Scientists have released a new study revealing human activity may be the culprit behind an increase in tornadoes and hailstorms during summer weekdays. It turns out severe weather is higher during the week due to reduced air quality. Simply put, it's linked to our commute.
A research team analyzed summertime storm activity in the eastern U.S. from 1995 to 2009 using data from the National Oceanic and Atmospheric Administration's (NOAA) Storm Prediction Center. The data revealed tornadoes and hailstorms occurred at a rate of 20 percent above average during the week, and 20 percent below on the weekend.
The findings proved to not be random, and in fact, matched with similar cycles seen in other storms.
The researchers also looked at EPA air quality data. They noticed human-made summertime air pollution over the east coast spikes midweek, just like severe weather. This led the researchers to make the link to the pollution we create while driving to and from work.
Why would pollution have anything to do with tornadoes and severe weather? Explaining the hail is easy. Moisture gathers around specks of pollutants; this in turn leads to more cloud droplets as the pollution increases. Computer models indicate as these heavy droplets get picked up higher into the air they can cause more hail.

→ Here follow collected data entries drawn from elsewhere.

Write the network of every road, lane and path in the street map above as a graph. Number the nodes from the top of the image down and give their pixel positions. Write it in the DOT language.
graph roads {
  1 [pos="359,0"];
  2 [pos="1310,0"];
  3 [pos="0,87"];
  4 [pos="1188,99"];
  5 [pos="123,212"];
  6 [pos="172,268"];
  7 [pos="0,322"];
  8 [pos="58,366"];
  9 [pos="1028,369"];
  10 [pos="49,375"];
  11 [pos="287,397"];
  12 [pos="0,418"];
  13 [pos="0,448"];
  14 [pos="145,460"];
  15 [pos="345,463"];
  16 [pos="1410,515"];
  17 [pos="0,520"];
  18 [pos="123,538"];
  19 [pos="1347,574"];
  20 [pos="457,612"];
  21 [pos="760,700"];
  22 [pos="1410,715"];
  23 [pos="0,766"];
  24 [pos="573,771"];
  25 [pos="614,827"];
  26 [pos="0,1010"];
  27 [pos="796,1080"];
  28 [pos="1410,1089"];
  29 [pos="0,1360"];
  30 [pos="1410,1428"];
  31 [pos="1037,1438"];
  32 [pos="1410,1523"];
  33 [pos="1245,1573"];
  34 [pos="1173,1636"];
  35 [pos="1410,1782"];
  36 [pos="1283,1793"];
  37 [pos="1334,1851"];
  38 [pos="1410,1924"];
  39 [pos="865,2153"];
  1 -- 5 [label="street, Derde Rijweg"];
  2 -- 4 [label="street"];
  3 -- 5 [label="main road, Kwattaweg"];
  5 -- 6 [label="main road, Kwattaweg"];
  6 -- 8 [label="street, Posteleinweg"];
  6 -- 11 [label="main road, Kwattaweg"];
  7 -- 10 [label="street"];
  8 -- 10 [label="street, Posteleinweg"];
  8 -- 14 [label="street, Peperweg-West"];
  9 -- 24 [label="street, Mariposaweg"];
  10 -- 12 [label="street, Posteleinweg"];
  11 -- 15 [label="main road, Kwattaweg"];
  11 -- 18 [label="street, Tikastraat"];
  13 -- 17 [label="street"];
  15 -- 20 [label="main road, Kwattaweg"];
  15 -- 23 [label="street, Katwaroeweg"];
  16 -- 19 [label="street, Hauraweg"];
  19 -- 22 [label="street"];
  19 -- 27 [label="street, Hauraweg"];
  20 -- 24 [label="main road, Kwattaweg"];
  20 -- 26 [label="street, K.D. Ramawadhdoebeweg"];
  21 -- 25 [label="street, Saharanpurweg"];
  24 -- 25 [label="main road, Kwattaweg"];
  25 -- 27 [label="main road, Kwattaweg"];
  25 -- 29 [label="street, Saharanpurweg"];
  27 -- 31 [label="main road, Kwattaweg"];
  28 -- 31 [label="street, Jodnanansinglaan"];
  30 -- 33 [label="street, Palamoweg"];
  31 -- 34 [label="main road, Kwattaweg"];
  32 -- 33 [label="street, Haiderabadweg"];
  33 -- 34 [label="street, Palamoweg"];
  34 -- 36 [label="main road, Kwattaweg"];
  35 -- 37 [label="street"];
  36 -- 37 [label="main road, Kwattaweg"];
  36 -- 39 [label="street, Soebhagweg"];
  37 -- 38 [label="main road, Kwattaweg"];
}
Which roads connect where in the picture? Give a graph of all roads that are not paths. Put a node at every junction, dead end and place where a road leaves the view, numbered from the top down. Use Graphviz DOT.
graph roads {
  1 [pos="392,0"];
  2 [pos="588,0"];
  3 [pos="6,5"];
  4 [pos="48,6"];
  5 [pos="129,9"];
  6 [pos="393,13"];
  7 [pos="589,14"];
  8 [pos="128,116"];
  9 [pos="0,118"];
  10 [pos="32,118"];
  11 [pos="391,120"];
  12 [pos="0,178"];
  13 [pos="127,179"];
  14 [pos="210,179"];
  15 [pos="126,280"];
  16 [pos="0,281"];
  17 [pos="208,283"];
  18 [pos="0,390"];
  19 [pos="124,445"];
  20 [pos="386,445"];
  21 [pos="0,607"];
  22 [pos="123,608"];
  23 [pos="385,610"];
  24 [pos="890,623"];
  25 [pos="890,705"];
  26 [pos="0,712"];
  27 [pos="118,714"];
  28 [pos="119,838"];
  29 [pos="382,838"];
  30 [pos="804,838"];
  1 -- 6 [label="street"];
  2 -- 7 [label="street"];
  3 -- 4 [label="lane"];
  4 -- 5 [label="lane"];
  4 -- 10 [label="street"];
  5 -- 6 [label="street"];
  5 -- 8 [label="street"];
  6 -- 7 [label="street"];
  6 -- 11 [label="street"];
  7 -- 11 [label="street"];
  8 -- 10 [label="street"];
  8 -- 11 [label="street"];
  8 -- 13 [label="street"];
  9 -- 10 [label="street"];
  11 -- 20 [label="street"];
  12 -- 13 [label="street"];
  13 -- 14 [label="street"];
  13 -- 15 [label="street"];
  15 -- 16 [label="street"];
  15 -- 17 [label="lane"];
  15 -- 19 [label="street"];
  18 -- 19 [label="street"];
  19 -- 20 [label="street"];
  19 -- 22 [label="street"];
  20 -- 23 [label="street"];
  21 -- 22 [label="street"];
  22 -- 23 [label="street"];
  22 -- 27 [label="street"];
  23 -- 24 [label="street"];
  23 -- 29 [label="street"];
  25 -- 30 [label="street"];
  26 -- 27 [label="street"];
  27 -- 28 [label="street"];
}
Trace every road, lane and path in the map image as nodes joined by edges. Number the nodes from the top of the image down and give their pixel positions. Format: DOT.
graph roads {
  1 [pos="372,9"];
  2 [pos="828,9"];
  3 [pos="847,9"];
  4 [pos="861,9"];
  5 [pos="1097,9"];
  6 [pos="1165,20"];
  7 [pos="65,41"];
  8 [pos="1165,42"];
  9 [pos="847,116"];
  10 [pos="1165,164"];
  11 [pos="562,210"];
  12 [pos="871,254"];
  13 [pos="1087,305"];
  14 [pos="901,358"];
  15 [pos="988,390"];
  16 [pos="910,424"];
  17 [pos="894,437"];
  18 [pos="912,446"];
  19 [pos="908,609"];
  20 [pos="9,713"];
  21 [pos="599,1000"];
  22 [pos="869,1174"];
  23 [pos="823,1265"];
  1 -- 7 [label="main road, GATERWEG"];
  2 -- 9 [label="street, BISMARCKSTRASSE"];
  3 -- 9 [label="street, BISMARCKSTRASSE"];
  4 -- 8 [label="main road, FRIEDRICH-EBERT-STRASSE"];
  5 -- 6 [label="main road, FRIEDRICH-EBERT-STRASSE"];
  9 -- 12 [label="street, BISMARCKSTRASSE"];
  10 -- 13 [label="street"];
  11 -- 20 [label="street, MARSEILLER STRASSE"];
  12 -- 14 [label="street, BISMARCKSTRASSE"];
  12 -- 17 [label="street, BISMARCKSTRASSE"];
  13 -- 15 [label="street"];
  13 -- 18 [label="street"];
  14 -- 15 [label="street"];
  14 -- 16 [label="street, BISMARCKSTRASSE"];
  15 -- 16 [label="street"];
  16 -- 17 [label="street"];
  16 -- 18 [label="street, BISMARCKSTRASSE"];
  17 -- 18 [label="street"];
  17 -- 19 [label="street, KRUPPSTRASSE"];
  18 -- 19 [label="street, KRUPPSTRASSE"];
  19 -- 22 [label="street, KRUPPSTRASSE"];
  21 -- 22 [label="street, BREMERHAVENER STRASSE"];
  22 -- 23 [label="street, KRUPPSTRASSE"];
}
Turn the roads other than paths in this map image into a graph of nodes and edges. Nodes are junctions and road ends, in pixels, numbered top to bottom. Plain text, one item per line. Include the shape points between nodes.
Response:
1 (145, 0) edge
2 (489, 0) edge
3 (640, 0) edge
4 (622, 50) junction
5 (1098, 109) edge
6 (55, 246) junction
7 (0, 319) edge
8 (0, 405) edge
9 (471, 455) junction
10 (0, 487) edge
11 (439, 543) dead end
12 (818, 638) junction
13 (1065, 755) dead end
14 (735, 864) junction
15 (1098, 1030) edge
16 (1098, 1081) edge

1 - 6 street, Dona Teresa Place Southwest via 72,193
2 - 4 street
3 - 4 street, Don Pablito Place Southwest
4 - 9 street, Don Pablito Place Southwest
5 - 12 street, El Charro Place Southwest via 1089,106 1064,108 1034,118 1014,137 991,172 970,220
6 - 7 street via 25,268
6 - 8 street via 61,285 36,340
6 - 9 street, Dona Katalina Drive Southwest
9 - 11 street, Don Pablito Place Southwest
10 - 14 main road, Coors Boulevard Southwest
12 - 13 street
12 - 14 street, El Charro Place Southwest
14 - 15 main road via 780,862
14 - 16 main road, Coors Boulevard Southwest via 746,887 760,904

So now for the tornadoes. How does that work? It seems the larger, heavier hail producing droplets created by pollutants have less surface area than an equal mass of smaller particles of normally condensed water droplets or ice. The pollutant based droplets evaporates more slowly and are not as likely to pull heat from the air. This makes it easier for the warm air to help form supercells that spawn tornadoes.
The western U.S. gets a break because the air is too dry and the cloud masses too high and too cold for pollution to react in the same way.
So while reducing pollution is something we should be doing anyway the overall quality of the planet and our health, we've now got another reason to add to the pile. It may just be the reason we've all been needing to start needling our bosses about more telecommuting time.
The research team of Daniel Rosenfeld and colleague Thomas Bell detailed their findings in the October issue of the Journal of Geophysical Research-Atmospheres.